Gillett exudes so much positive energy, he makes The Little Engine that Could seem like a slacker.

Triumph and tragedy

Gillett held forth with story after story, both triumphant and tragic.

He was massively successful in the food industry, packaging and selling healthy meat products at time when consumers were getting serious about what they were eating.

He bought what was then Vail Associates from Henry Bass, a Texas businessman. His wife took him aside one morning when the bidding was about to begin and told him that she and the boys wanted him to buy Vail.

“Well, for you and the boys. OK,” Gillett said. So he did.

He owned the business and had to figure out a way to get more customers on Vail and Beaver Creek. Harry Frampton was in Europe and spotted a detachable quad lift chair. Frampton called Gillett, who plunked down something like $50 million to upgrade his ski mountains with North America’s first high-speed detachable quad chairs.

He had the customers, and needed to spread them out a little, so the ski company opened China Bowl, which is so big you could have fit the rest of Vail into it at the time.

Gillett’s son Foster was in the crowd, and asked his dad to tell about how Gillett became one of the first resort owners to allow snowboarding.

It goes something such as this. Foster and Gillett’s other sons were hiking up Vail Mountain after school to ride these newfangled snowboards. One day, Gillett wandered up there to see what they were up to.

His sons began to badger him with things such as, “What is the point of owning a ski resort if all you can do is ski on it?”

Gillett relented and opened Beaver Creek to snowboarding.

The deal was, Foster said, that his sons had to keep their grades up. They did, and that’s how snowboarding came to Vail.

Dr. Richard Steadman moved his world-renowned orthopedic practice from Lake Tahoe to Vail after Steadman had operated on Gillett’s knee, using revolutionary surgical and recovery techniques. Cindy Nelson, Vail’s director of skiing at the time, had nine successful operations with Steadman, who she credits with keeping her World Cup racing career alive. In fact, Steadman stood over Gillett on the plane all the way from the Reno, Nevada airport to New York City, constantly moving Gillett’s knee through the five-and-a-half hour flight.

It took Gillett three years to convince Steadman to move to Vail.

Gillett has owned or co-owned an English Premier League soccer team, the NHL’s Montreal Canadiens, the Harlem Globtrotters and a NASCAR racing team.

Not all spotlights and success

It wasn’t all success and spotlights.

He was in Europe with Pete Dawkins, retired general, First Captain of West Point’s Corps of Cadets and Heisman Trophy winner, when they tried to convince a widow who owned a small but growing shoe company to relocate to Vail. Her son, Adi Dassler, stepped in and kept Adidas in Europe.

The Gore family opted against relocating their enterprise to the Vail Valley, and Gore-Tex stayed where it was.

The toughest, Gillett said, was when he had to declare bankruptcy and lost his beloved Vail Associates. He blamed no one, said it was entirely his own fault — something he also said when it happened two decades ago.

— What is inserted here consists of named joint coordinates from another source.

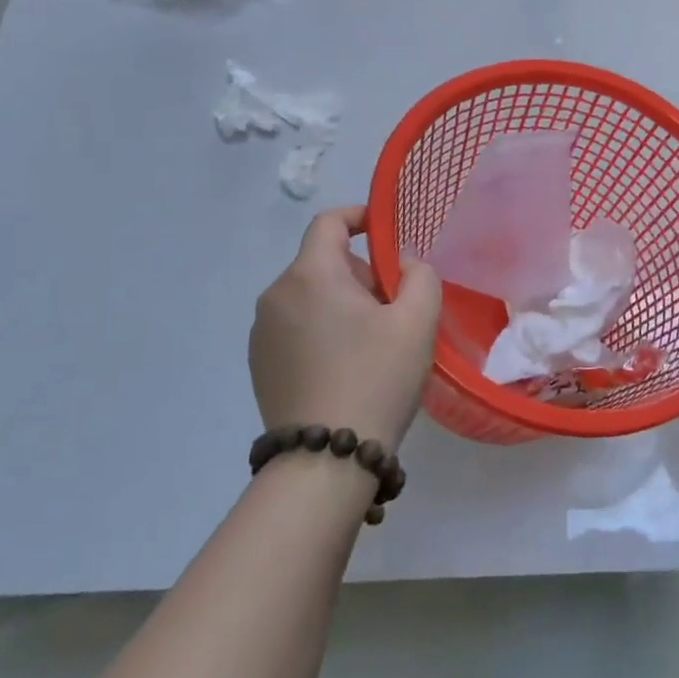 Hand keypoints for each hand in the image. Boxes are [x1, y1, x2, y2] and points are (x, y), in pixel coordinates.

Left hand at [249, 205, 442, 447]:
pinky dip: (322, 330)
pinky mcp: (259, 364)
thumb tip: (403, 265)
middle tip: (394, 308)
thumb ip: (420, 275)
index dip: (360, 217)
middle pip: (323, 262)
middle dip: (361, 273)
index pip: (329, 222)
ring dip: (342, 303)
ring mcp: (262, 332)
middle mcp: (276, 295)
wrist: (326, 460)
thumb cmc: (377, 378)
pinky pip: (296, 327)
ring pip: (310, 296)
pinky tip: (346, 368)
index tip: (387, 233)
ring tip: (374, 343)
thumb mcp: (417, 320)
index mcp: (310, 275) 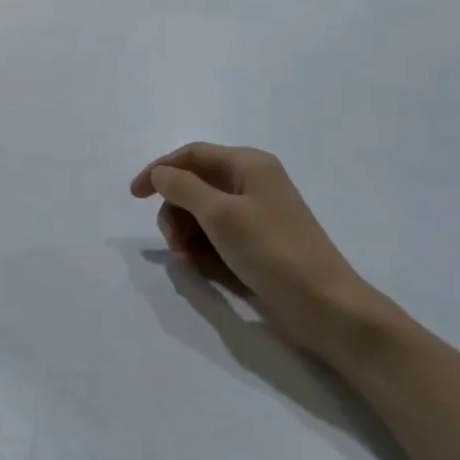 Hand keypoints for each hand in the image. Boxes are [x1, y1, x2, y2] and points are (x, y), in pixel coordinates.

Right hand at [130, 142, 383, 354]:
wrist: (325, 305)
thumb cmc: (272, 251)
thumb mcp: (220, 215)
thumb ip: (183, 187)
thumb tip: (159, 173)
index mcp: (248, 164)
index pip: (191, 155)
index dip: (159, 170)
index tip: (134, 196)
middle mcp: (253, 182)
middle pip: (195, 184)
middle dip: (175, 209)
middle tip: (172, 242)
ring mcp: (258, 212)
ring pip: (203, 211)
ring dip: (187, 231)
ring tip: (187, 258)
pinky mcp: (260, 241)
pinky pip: (219, 233)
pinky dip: (204, 245)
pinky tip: (203, 265) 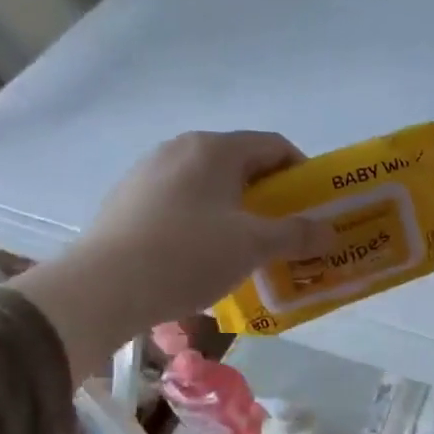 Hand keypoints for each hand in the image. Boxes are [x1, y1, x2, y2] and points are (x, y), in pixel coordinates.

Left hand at [11, 131, 334, 378]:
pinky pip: (183, 203)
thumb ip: (297, 235)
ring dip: (239, 211)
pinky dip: (207, 221)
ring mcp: (149, 173)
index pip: (274, 146)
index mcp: (214, 149)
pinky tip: (207, 256)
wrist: (103, 288)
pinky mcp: (129, 201)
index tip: (316, 207)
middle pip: (242, 165)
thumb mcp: (254, 246)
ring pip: (211, 186)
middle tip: (289, 231)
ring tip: (250, 248)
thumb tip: (330, 232)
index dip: (303, 173)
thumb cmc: (189, 255)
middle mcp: (180, 150)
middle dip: (272, 196) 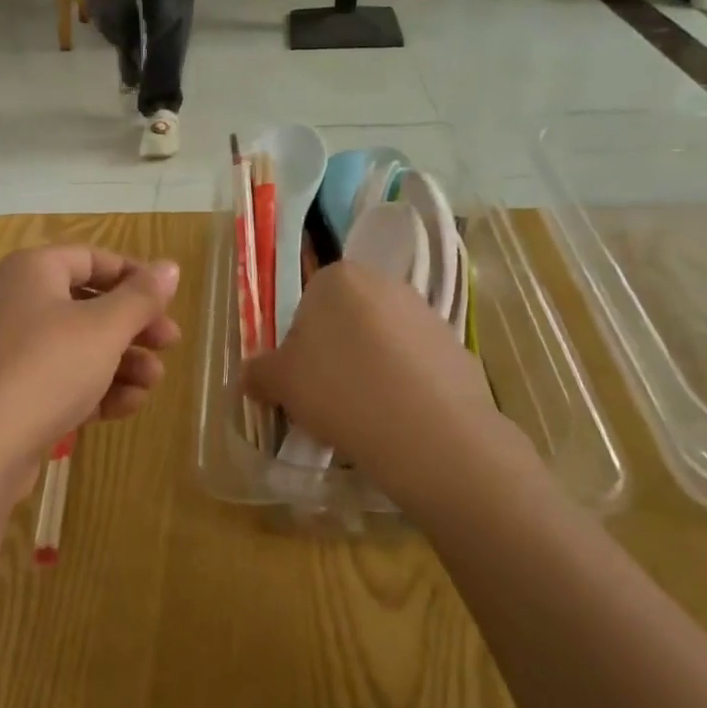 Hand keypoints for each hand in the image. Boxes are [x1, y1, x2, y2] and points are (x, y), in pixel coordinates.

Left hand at [0, 246, 181, 505]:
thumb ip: (141, 297)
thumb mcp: (103, 328)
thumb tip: (170, 266)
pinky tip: (127, 407)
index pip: (92, 258)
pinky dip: (94, 388)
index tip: (168, 301)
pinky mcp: (8, 395)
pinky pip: (59, 380)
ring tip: (152, 383)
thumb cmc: (45, 367)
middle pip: (88, 304)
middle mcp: (16, 302)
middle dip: (133, 326)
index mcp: (33, 271)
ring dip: (121, 362)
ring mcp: (8, 351)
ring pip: (77, 347)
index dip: (134, 276)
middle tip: (170, 344)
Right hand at [244, 261, 527, 506]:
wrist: (427, 429)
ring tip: (366, 414)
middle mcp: (385, 283)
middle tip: (329, 396)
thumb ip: (259, 373)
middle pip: (348, 319)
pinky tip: (400, 420)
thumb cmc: (338, 389)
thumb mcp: (280, 384)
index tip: (302, 377)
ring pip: (384, 342)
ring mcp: (426, 314)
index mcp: (337, 278)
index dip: (301, 342)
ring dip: (372, 368)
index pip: (308, 302)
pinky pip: (417, 366)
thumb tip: (250, 376)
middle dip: (338, 352)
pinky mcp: (457, 347)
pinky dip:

“I made a mistake. It was my fault,”

His family, his attorney and his friends helped him get through it. His sons were in college at the time, and postponed college to help their mother and father through it.

“We had to vacate our home on Christmas Eve,” Gillett said.

The Vail Valley remains a welcoming place with an incredible quality of life, Gillett said to the Young Professionals Association.

“We need your energy, your input, your intellect and enthusiasm,” he told the large crowd. “We do not need to criticize each other. I was born and raised on a farm, and if I got stuck in the mud I had to pull myself out. If we all get on the same side, pushing and pulling, there’s no problem we cannot solve.”

“This is a magnificent place with wonderful people,” Gillett said. “We have inherited a whole spectrum of challenges. We’re all trying to figure out a way to fix what we have. I don’t have the answers, but I do know the problems. If we can define the problems then we can figure out a way to fix them.”